02 – Neste conto a personagem principal tenta enganar a morte para continuar vivendo por mais tempo. Como o homem consegue enganá-la? Explique.
      Na primeira vez que ela veio busca-lo, ele pediu mais um ano de vida.
      Depois pediu para a morte espera-lo a rezar um Pai-Nosso e não terminava nunca, assim a morte desistiu de novo.

03 – Com base na leitura do texto, assinale as alternativas verdadeiras (V) ou falsas (F) que interpretam de forma adequada as informações presentes no conto.
(V) Ocorre o pacto entre a morte e o humilde homem.
(V) O sucesso profissional do homem que enxergava a morte percorre o mundo.
(V) São apresentadas informações sobre a vida do homem e de como era a sua família.
(F) Quando nasce o oitavo filho do homem, ele resolve escolher a morte como madrinha da criança.
(V) Uma figura curva, vestindo uma capa escura, apoiada numa bengala feita de osso, foi buscar o homem para leva-lo com ela.
(F) A morte dá instruções ao homem sobre como atuar na profissão de advogado.
(F) O encontro do homem com a morte foi interrompido pela mulher do homem.

04 – Mesmo tratando de um tema tão arrepiante como é a morte, Ricardo Azevedo consegue ser engraçado. Por que podemos dizer que há humor no conto? Explique.
      O humor está quando o homem engana a morte, várias vezes.

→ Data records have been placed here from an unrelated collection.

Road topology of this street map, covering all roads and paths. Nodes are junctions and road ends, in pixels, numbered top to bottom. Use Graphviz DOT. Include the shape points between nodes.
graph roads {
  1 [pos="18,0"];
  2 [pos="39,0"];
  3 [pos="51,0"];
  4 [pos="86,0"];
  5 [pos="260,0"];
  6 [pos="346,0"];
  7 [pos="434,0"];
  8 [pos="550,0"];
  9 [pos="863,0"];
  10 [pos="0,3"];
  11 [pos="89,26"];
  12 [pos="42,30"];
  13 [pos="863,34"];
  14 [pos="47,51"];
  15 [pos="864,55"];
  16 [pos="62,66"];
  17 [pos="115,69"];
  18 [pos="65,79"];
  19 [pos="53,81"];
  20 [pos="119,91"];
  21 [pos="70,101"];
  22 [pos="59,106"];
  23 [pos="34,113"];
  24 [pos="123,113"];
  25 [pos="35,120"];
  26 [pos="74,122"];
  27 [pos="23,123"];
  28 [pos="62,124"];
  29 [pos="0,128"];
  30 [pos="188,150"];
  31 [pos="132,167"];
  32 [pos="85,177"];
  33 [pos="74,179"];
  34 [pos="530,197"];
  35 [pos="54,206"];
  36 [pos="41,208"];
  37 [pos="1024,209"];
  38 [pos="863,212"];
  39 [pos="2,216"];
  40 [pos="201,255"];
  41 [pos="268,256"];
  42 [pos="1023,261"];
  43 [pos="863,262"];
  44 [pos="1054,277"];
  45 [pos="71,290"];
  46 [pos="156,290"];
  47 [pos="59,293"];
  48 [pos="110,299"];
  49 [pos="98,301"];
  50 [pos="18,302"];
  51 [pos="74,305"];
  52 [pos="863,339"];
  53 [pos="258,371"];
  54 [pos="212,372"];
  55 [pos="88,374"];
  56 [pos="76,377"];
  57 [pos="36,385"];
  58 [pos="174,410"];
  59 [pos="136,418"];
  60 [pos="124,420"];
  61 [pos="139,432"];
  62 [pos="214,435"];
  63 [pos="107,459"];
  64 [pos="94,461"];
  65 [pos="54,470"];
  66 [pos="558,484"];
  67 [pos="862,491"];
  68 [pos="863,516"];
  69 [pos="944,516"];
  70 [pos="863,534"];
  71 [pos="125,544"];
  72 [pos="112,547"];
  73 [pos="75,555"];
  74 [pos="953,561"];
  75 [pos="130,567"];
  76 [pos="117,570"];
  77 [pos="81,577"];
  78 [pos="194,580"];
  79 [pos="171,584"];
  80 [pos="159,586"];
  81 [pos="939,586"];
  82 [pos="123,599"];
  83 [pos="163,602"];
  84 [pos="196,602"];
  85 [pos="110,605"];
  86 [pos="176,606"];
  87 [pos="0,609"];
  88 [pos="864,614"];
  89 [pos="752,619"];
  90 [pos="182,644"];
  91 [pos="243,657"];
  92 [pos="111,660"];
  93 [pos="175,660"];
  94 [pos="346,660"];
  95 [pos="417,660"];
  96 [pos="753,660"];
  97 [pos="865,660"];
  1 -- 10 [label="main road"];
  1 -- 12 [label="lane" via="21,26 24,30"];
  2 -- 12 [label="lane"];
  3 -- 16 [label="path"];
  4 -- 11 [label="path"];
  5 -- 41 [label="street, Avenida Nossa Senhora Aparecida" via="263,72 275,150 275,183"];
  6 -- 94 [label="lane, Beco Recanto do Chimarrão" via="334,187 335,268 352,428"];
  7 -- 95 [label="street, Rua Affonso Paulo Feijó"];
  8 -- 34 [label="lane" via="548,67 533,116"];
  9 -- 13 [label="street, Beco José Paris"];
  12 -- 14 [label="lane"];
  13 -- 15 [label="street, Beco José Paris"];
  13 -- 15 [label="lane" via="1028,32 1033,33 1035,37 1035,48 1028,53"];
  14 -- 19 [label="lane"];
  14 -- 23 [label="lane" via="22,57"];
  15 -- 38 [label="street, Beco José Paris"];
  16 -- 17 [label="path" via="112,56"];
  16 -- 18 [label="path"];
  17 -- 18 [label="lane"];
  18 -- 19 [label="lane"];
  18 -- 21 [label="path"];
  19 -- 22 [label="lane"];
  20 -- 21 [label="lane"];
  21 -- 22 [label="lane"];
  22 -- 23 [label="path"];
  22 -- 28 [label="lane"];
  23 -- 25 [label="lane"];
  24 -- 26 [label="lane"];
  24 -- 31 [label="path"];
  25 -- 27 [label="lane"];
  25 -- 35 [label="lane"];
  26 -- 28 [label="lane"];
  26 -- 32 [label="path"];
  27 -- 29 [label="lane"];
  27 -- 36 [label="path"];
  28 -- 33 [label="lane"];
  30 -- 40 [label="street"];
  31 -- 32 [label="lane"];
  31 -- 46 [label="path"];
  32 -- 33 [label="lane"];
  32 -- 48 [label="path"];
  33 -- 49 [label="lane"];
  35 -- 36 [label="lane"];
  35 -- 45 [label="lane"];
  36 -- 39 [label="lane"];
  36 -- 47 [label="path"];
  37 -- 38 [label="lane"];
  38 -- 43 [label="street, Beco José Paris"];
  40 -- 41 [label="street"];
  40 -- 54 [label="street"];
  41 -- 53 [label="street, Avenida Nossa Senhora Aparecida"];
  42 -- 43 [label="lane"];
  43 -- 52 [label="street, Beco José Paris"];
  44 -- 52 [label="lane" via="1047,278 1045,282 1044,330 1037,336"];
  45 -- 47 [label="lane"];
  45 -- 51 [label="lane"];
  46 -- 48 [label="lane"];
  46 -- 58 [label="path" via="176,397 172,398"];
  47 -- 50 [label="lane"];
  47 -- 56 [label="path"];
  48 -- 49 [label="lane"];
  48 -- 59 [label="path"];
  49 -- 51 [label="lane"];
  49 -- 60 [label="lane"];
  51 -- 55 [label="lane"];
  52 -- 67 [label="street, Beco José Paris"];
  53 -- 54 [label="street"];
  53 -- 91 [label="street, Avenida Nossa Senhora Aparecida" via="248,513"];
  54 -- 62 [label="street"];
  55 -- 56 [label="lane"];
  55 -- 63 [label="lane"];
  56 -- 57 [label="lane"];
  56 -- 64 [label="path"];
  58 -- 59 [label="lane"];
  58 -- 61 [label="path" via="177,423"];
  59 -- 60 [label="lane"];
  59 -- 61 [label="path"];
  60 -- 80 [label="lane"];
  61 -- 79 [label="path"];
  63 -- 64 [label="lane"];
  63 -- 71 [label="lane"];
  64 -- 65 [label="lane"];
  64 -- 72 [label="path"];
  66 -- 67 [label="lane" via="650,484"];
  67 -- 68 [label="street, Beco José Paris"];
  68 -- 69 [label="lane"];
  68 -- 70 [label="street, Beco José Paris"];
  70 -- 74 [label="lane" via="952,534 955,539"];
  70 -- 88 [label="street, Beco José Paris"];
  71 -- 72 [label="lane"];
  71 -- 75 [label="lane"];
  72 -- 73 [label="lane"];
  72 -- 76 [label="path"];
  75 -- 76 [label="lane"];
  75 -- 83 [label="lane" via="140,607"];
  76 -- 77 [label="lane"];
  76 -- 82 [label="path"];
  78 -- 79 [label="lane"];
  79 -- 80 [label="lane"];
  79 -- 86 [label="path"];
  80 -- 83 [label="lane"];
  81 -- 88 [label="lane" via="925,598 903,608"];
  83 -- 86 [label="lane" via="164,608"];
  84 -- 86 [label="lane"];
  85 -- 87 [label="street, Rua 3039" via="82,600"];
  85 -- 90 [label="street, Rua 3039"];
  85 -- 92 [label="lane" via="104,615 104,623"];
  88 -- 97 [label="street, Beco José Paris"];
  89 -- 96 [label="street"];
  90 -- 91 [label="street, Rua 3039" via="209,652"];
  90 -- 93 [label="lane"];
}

05 – O que você achou mais interessante a respeito dos contos de assombração?
      Resposta pessoal do aluno.

06 – Sobre o gênero textual “Contos de assombração”, marque com um X somente nas alternativas corretivas.
(X) As personagens, normalmente são fantasmas, monstros, caveiras e outros seres assombrosos.
(   ) Os contos de assombração são histórias verdadeiras.
(   ) O narrador participa da história.
(   ) O texto apresenta uma moral que fica no final da história.
(X) O tempo em que se passa a história é indeterminado.
(X) Vários contos de assombração possuem características próprias de uma região e geralmente são histórias contadas por pessoas mais velhas.